### Material provided
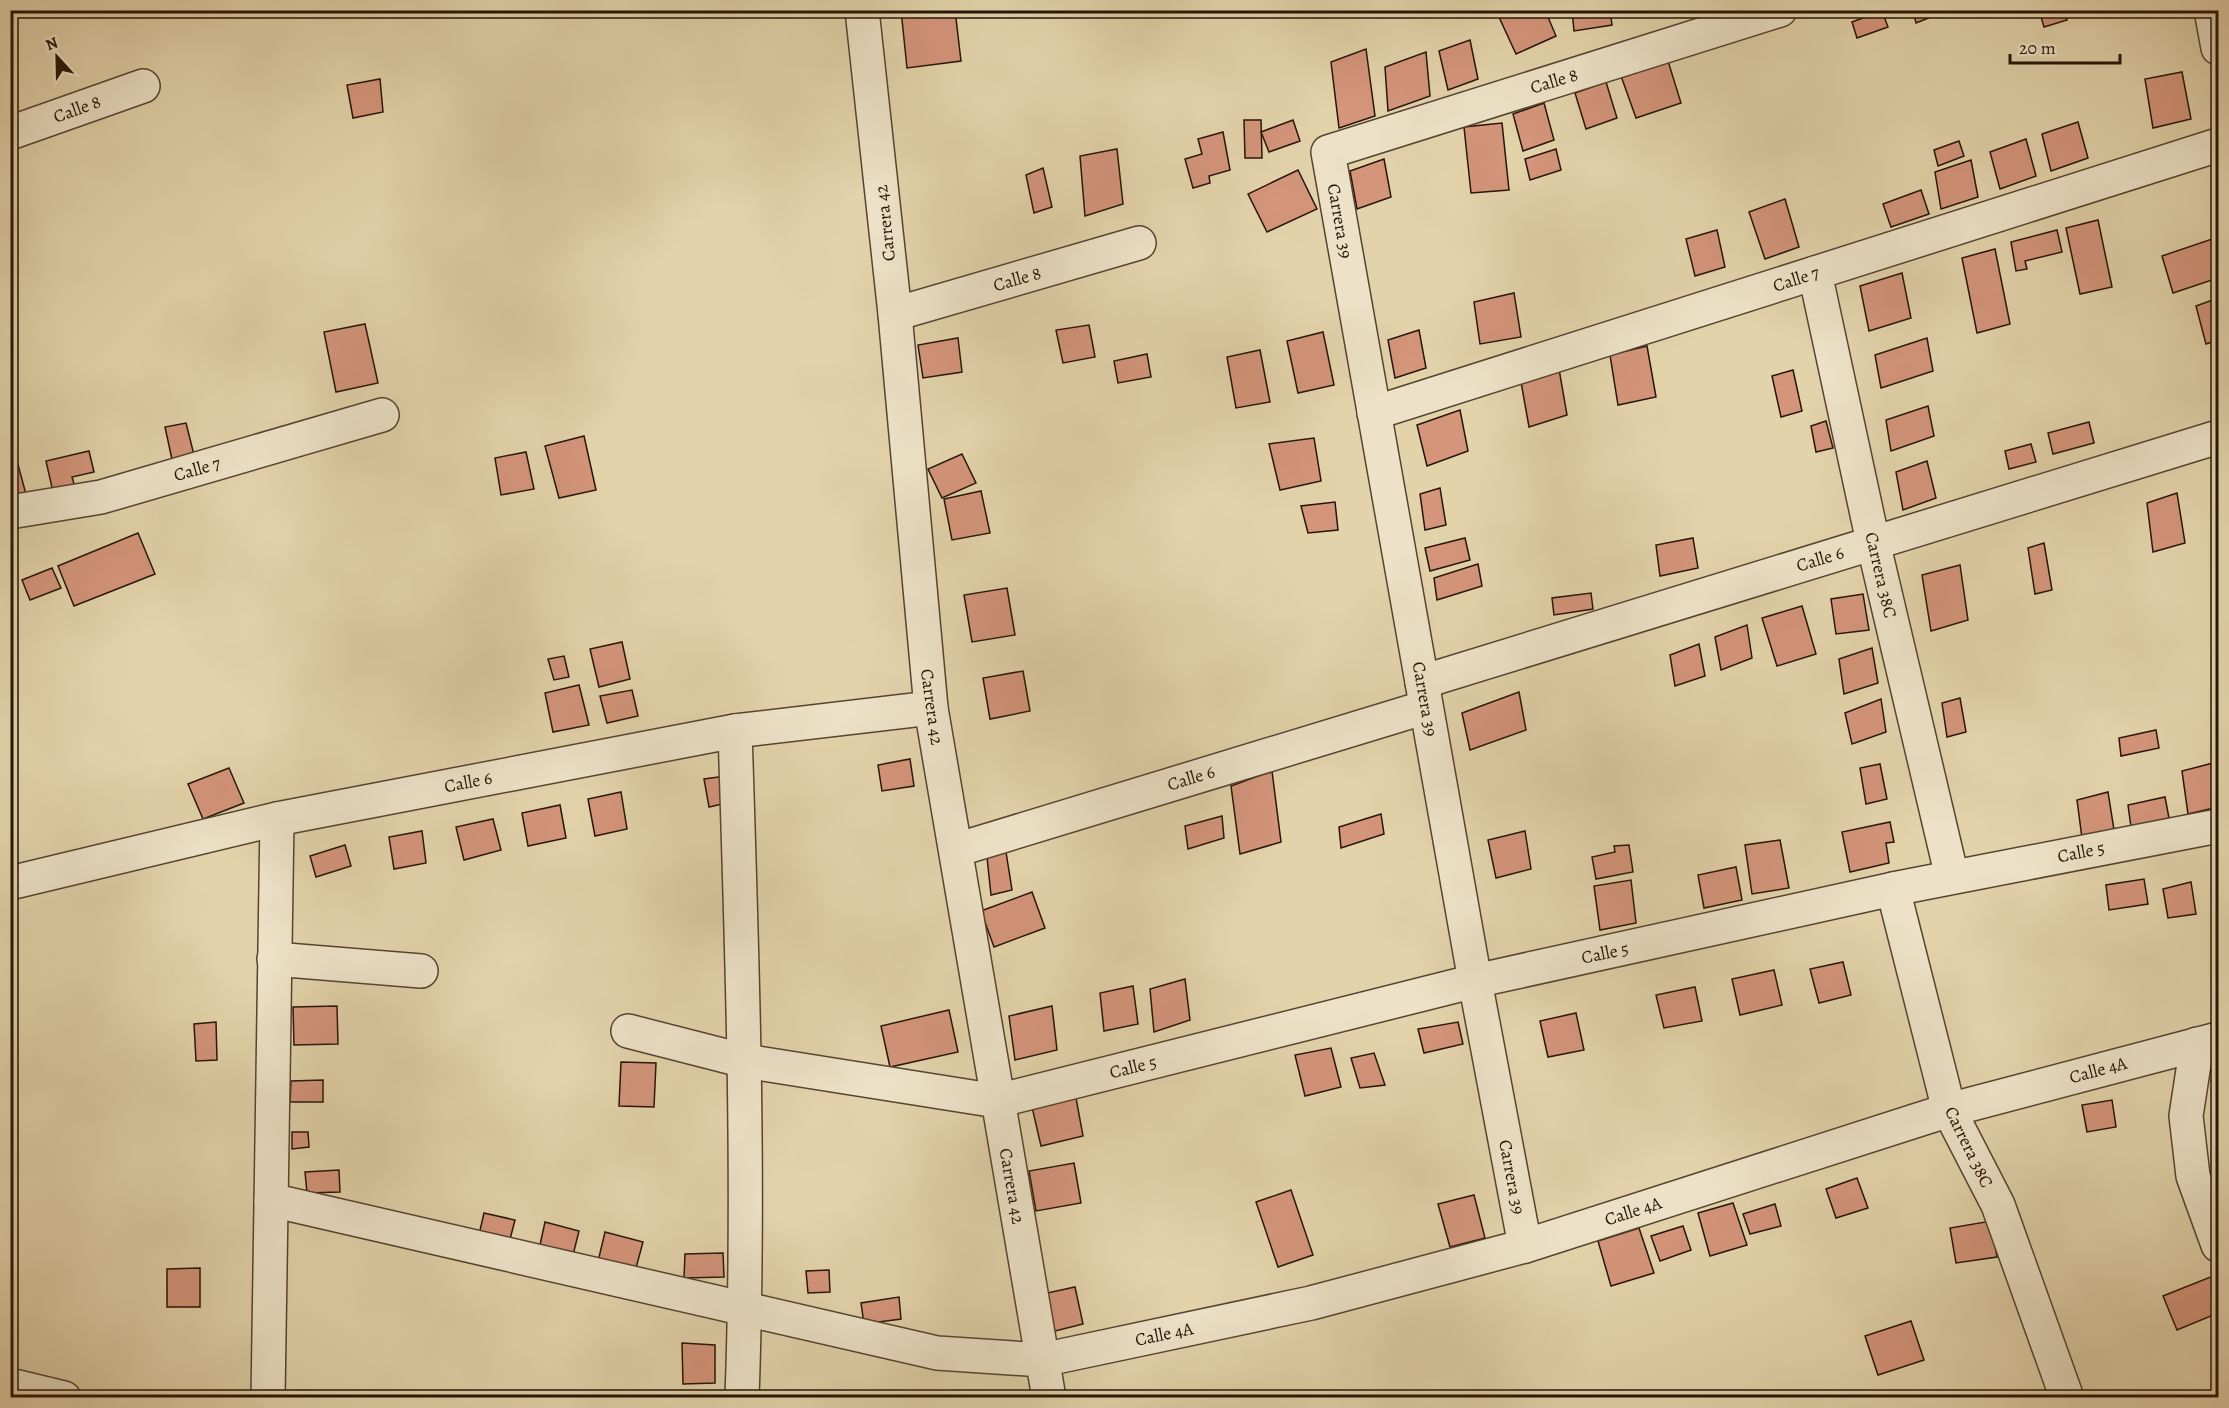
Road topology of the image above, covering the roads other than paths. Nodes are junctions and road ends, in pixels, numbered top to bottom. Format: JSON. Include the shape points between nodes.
{"nodes":[{"id":1,"x":862,"y":10,"type":"edge"},
{"id":2,"x":1780,"y":10,"type":"edge"},
{"id":3,"x":2211,"y":10,"type":"edge"},
{"id":4,"x":2218,"y":48,"type":"edge"},
{"id":5,"x":143,"y":86,"type":"dead end"},
{"id":6,"x":10,"y":133,"type":"edge"},
{"id":7,"x":2218,"y":145,"type":"edge"},
{"id":8,"x":1328,"y":152,"type":"joint"},
{"id":9,"x":1138,"y":243,"type":"dead end"},
{"id":10,"x":1815,"y":273,"type":"junction"},
{"id":11,"x":895,"y":314,"type":"junction"},
{"id":12,"x":1374,"y":413,"type":"junction"},
{"id":13,"x":382,"y":415,"type":"dead end"},
{"id":14,"x":2218,"y":437,"type":"edge"},
{"id":15,"x":10,"y":512,"type":"edge"},
{"id":16,"x":1874,"y":542,"type":"junction"},
{"id":17,"x":1424,"y":694,"type":"junction"},
{"id":18,"x":931,"y":708,"type":"junction"},
{"id":19,"x":735,"y":731,"type":"junction"},
{"id":20,"x":277,"y":819,"type":"junction"},
{"id":21,"x":2218,"y":826,"type":"edge"},
{"id":22,"x":956,"y":850,"type":"junction"},
{"id":23,"x":1952,"y":877,"type":"junction"},
{"id":24,"x":10,"y":883,"type":"edge"},
{"id":25,"x":1893,"y":889,"type":"junction"},
{"id":26,"x":274,"y":959,"type":"junction"},
{"id":27,"x":421,"y":971,"type":"dead end"},
{"id":28,"x":1475,"y":981,"type":"junction"},
{"id":29,"x":628,"y":1031,"type":"dead end"},
{"id":30,"x":2208,"y":1041,"type":"edge"},
{"id":31,"x":745,"y":1061,"type":"junction"},
{"id":32,"x":997,"y":1101,"type":"junction"},
{"id":33,"x":1948,"y":1110,"type":"junction"},
{"id":34,"x":271,"y":1200,"type":"junction"},
{"id":35,"x":2218,"y":1245,"type":"edge"},
{"id":36,"x":1525,"y":1246,"type":"junction"},
{"id":37,"x":745,"y":1309,"type":"junction"},
{"id":38,"x":1042,"y":1360,"type":"junction"},
{"id":39,"x":10,"y":1385,"type":"edge"},
{"id":40,"x":64,"y":1398,"type":"edge"},
{"id":41,"x":268,"y":1398,"type":"edge"},
{"id":42,"x":742,"y":1398,"type":"edge"},
{"id":43,"x":1049,"y":1398,"type":"edge"},
{"id":44,"x":2067,"y":1398,"type":"edge"}],
"edges":[{"from":1,"to":11,"type":"street","name":"Carrera 42"},
{"from":2,"to":8,"type":"street","name":"Calle 8"},
{"from":3,"to":4,"type":"street"},
{"from":5,"to":6,"type":"street","name":"Calle 8"},
{"from":7,"to":10,"type":"street","name":"Calle 7"},
{"from":8,"to":12,"type":"street","name":"Carrera 39"},
{"from":9,"to":11,"type":"street","name":"Calle 8"},
{"from":10,"to":12,"type":"street","name":"Calle 7"},
{"from":10,"to":16,"type":"street","name":"Carrera 38C"},
{"from":11,"to":18,"type":"street","name":"Carrera 42"},
{"from":12,"to":17,"type":"street","name":"Carrera 39"},
{"from":13,"to":15,"type":"street","name":"Calle 7","via":[[101,497]]},
{"from":14,"to":16,"type":"street","name":"Calle 6"},
{"from":16,"to":17,"type":"street","name":"Calle 6"},
{"from":16,"to":23,"type":"street","name":"Carrera 38C"},
{"from":17,"to":22,"type":"street","name":"Calle 6"},
{"from":17,"to":28,"type":"street","name":"Carrera 39"},
{"from":18,"to":19,"type":"street","name":"Calle 6"},
{"from":18,"to":22,"type":"street","name":"Carrera 42"},
{"from":19,"to":20,"type":"street","name":"Calle 6"},
{"from":19,"to":31,"type":"street"},
{"from":20,"to":24,"type":"street","name":"Calle 6"},
{"from":20,"to":26,"type":"street"},
{"from":21,"to":23,"type":"street","name":"Calle 5"},
{"from":22,"to":32,"type":"street","name":"Carrera 42"},
{"from":23,"to":25,"type":"street","name":"Calle 5"},
{"from":25,"to":28,"type":"street","name":"Calle 5"},
{"from":25,"to":33,"type":"street","name":"Carrera 38C"},
{"from":26,"to":27,"type":"street"},
{"from":26,"to":34,"type":"street"},
{"from":28,"to":32,"type":"street","name":"Calle 5"},
{"from":28,"to":36,"type":"street","name":"Carrera 39"},
{"from":29,"to":31,"type":"street"},
{"from":30,"to":33,"type":"street","name":"Calle 4A"},
{"from":30,"to":35,"type":"street","via":[[2186,1116],[2193,1176]]},
{"from":31,"to":32,"type":"street"},
{"from":31,"to":37,"type":"street"},
{"from":32,"to":38,"type":"street","name":"Carrera 42"},
{"from":33,"to":36,"type":"street","name":"Calle 4A"},
{"from":33,"to":44,"type":"street","name":"Carrera 38C","via":[[1998,1205]]},
{"from":34,"to":37,"type":"street","name":"Calle 4A"},
{"from":34,"to":41,"type":"street"},
{"from":36,"to":38,"type":"street","name":"Calle 4A","via":[[1311,1303]]},
{"from":37,"to":38,"type":"street","name":"Calle 4A","via":[[937,1353]]},
{"from":37,"to":42,"type":"street"},
{"from":38,"to":43,"type":"street","name":"Carrera 42"},
{"from":39,"to":40,"type":"street"}]}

### What to do
All lines in the records that contain "dead" are to be copied and returned.

### Result of the exercise
{"id":5,"x":143,"y":86,"type":"dead end"},
{"id":9,"x":1138,"y":243,"type":"dead end"},
{"id":13,"x":382,"y":415,"type":"dead end"},
{"id":27,"x":421,"y":971,"type":"dead end"},
{"id":29,"x":628,"y":1031,"type":"dead end"},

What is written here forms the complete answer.